The Problem with Current Training Methods

The standard approach, Reinforcement Learning with Verifiable Rewards (RLVR), trains models through trial and error, rewarding them only when they produce a correct final answer. The problem? The feedback is too broad—every step in the reasoning process gets the same credit, whether it was crucial or irrelevant. As a result, models struggle to pinpoint what actually led to success or failure.

Another method, On-Policy Distillation (OPD), pairs a smaller “student” model with a larger “teacher” model. The student compares its responses to the teacher’s, receiving detailed feedback at every step. While this improves learning granularity, it comes at a high cost—running both models simultaneously doubles computational demands. Plus, the teacher and student must share the same architecture, limiting flexibility for real-world enterprise needs.

The Promise (and Pitfalls) of Self-Distillation

To address these issues, researchers introduced On-Policy Self-Distillation (OPSD), where the same model acts as both student and teacher. The teacher version gets access to privileged information (like a verified answer key) and evaluates the student’s reasoning step by step. This eliminates the need for an external teacher, reducing costs while maintaining granular feedback.

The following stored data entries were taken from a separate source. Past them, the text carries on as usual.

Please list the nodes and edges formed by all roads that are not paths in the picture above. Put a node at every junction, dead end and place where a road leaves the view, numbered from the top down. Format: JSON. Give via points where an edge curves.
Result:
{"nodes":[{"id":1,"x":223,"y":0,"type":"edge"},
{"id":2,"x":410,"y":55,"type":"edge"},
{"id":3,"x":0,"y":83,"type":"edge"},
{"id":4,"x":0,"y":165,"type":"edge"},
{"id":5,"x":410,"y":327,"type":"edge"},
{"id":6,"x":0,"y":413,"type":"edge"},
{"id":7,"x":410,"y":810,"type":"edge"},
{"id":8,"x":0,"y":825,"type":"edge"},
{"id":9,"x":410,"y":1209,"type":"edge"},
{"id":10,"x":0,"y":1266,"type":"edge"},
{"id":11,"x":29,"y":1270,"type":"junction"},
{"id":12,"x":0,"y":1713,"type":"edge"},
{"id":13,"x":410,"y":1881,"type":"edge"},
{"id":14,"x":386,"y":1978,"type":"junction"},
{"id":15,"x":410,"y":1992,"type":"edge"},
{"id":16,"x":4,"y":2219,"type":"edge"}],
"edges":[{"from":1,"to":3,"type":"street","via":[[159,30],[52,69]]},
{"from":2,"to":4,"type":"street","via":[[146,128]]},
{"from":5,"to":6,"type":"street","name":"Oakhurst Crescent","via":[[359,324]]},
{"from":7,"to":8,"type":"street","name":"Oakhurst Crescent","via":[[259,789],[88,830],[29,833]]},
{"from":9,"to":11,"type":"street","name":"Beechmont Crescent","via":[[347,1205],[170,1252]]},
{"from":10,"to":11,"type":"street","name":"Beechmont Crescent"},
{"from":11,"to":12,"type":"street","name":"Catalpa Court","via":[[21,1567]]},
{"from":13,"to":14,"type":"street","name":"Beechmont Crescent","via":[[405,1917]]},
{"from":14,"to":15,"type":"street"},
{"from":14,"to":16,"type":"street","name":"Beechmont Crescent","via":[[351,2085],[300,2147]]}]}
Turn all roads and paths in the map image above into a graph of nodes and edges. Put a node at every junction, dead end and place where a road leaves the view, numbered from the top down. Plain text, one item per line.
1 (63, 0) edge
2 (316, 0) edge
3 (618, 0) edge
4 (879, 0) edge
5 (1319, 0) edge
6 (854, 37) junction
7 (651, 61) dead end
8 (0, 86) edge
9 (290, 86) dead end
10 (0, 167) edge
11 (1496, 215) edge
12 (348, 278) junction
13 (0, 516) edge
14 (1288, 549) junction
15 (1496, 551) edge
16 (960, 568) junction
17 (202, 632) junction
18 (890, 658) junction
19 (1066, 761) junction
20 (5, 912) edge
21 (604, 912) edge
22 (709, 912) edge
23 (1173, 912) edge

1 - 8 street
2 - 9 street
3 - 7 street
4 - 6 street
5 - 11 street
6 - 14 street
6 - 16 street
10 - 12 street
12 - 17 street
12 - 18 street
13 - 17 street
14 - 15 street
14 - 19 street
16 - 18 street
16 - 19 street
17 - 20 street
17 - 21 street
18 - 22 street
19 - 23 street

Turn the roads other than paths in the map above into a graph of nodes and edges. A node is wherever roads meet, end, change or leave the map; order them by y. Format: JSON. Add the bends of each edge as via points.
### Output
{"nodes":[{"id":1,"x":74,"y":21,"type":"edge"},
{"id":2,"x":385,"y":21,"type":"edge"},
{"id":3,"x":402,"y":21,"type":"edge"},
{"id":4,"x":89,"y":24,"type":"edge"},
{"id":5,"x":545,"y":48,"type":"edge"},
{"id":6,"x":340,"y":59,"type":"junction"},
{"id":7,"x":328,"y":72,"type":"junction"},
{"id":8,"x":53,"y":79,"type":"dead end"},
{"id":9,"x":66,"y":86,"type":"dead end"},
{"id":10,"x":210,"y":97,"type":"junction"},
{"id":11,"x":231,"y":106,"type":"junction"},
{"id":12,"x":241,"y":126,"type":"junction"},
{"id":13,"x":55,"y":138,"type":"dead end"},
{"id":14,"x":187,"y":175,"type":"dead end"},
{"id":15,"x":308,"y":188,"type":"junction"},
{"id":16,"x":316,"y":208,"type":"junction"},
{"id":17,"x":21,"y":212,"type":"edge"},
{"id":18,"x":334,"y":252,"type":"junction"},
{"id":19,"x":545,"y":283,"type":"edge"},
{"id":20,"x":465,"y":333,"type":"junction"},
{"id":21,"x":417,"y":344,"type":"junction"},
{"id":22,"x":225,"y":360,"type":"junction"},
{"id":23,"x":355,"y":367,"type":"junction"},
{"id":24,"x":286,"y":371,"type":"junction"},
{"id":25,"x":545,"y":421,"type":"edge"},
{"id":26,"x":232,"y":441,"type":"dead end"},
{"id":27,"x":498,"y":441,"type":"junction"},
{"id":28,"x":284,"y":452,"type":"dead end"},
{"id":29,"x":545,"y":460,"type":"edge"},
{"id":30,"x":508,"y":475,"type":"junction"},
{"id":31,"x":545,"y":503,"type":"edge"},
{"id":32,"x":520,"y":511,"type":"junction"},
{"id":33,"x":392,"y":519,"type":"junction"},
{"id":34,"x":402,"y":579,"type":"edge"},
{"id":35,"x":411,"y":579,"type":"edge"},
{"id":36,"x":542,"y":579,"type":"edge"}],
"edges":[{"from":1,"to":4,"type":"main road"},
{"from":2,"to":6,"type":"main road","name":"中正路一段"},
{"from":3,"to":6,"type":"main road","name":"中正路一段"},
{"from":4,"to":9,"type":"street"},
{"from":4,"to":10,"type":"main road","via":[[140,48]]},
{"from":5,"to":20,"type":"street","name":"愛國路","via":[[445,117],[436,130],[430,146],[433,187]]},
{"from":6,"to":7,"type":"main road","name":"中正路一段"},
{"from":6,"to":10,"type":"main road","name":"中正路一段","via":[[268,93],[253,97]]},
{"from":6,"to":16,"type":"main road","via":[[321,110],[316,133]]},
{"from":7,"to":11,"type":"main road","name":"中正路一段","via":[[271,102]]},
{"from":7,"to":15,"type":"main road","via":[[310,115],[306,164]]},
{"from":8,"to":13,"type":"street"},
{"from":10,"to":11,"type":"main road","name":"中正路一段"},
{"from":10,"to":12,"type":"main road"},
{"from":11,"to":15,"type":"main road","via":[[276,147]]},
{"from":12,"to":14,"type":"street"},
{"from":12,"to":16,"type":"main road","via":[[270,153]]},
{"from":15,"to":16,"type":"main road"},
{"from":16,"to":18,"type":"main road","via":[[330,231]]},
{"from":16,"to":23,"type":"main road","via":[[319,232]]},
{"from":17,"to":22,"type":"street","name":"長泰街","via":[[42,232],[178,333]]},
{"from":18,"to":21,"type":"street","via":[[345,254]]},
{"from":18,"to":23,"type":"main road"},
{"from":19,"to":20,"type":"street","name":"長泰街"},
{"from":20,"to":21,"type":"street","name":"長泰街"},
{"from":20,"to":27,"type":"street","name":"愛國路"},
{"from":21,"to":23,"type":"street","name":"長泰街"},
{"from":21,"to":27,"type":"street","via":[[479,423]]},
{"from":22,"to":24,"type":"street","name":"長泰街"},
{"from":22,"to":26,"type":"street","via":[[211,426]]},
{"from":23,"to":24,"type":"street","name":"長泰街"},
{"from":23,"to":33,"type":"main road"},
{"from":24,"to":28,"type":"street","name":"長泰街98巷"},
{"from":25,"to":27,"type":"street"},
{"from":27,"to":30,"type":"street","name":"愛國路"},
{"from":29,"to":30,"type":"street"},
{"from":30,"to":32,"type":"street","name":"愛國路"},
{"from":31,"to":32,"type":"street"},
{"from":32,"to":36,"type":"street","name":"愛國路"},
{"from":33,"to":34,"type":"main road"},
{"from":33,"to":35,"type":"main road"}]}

But OPSD has a critical flaw: privileged information leakage. Because the student is trained to mimic the teacher’s exact phrasing—including references to hidden answers—it starts hallucinating details it shouldn’t know. Early in training, performance spikes, but reasoning ability soon plateaus and deteriorates.

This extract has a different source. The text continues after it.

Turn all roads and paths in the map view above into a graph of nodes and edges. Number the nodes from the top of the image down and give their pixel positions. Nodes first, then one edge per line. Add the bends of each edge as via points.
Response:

How RLSD Solves the Problem

RLSD takes a smarter approach by separating two key learning signals:

  • Direction (whether a step was right or wrong) is determined by verifiable rewards—ensuring reliability.
  • Magnitude (how much credit or blame a step deserves) comes from self-distribution, allowing fine-grained adjustments.

Instead of forcing the model to copy a hidden solution, RLSD simply tells it which parts of its own reasoning were useful. This prevents hallucinations while sharpening the model’s ability to focus on critical steps.

Proven Results

In tests, RLSD outperformed all other methods, achieving the highest accuracy across multiple reasoning benchmarks—especially in complex math tasks. It also trained twice as fast as traditional reinforcement learning, with minimal added computational cost.

Unlike OPSD, RLSD maintained stable performance over time. For example, when solving a visual counting problem, it correctly rewarded only the essential math steps while ignoring filler text. In another case, it pinpointed exactly where a model misread a bar chart, rather than penalizing the entire response.

Why This Matters for Enterprises

RLSD is particularly valuable for real-world business applications. If a model misinterprets a lengthy financial report, RLSD ensures it only corrects the flawed assumption—not the entire analytical framework. And because it repurposes the model itself for feedback, training costs stay manageable.

Getting Started with RLSD

For enterprises, adopting RLSD requires two key elements:

  1. A verifiable reward signal (e.g., code compilers, SQL validators).
  2. Privileged information—though RLSD is flexible, working with either full reasoning traces or just final answers.

Integration is straightforward, requiring only minor adjustments to existing reinforcement learning frameworks. Most importantly, RLSD lets businesses leverage their proprietary data—internal manuals, compliance docs, or historical records—to train models efficiently, without relying on external teachers or exposing sensitive data.

In short, RLSD offers enterprises a cost-effective way to build AI models with sharper reasoning—while keeping full control over their data and infrastructure.

This version improves flow, eliminates redundancy, and makes technical concepts more accessible while preserving the original meaning. Let me know if you’d like any refinements!

Seraphinite AcceleratorOptimized by Seraphinite Accelerator
Turns on site high speed to be attractive for people and search engines.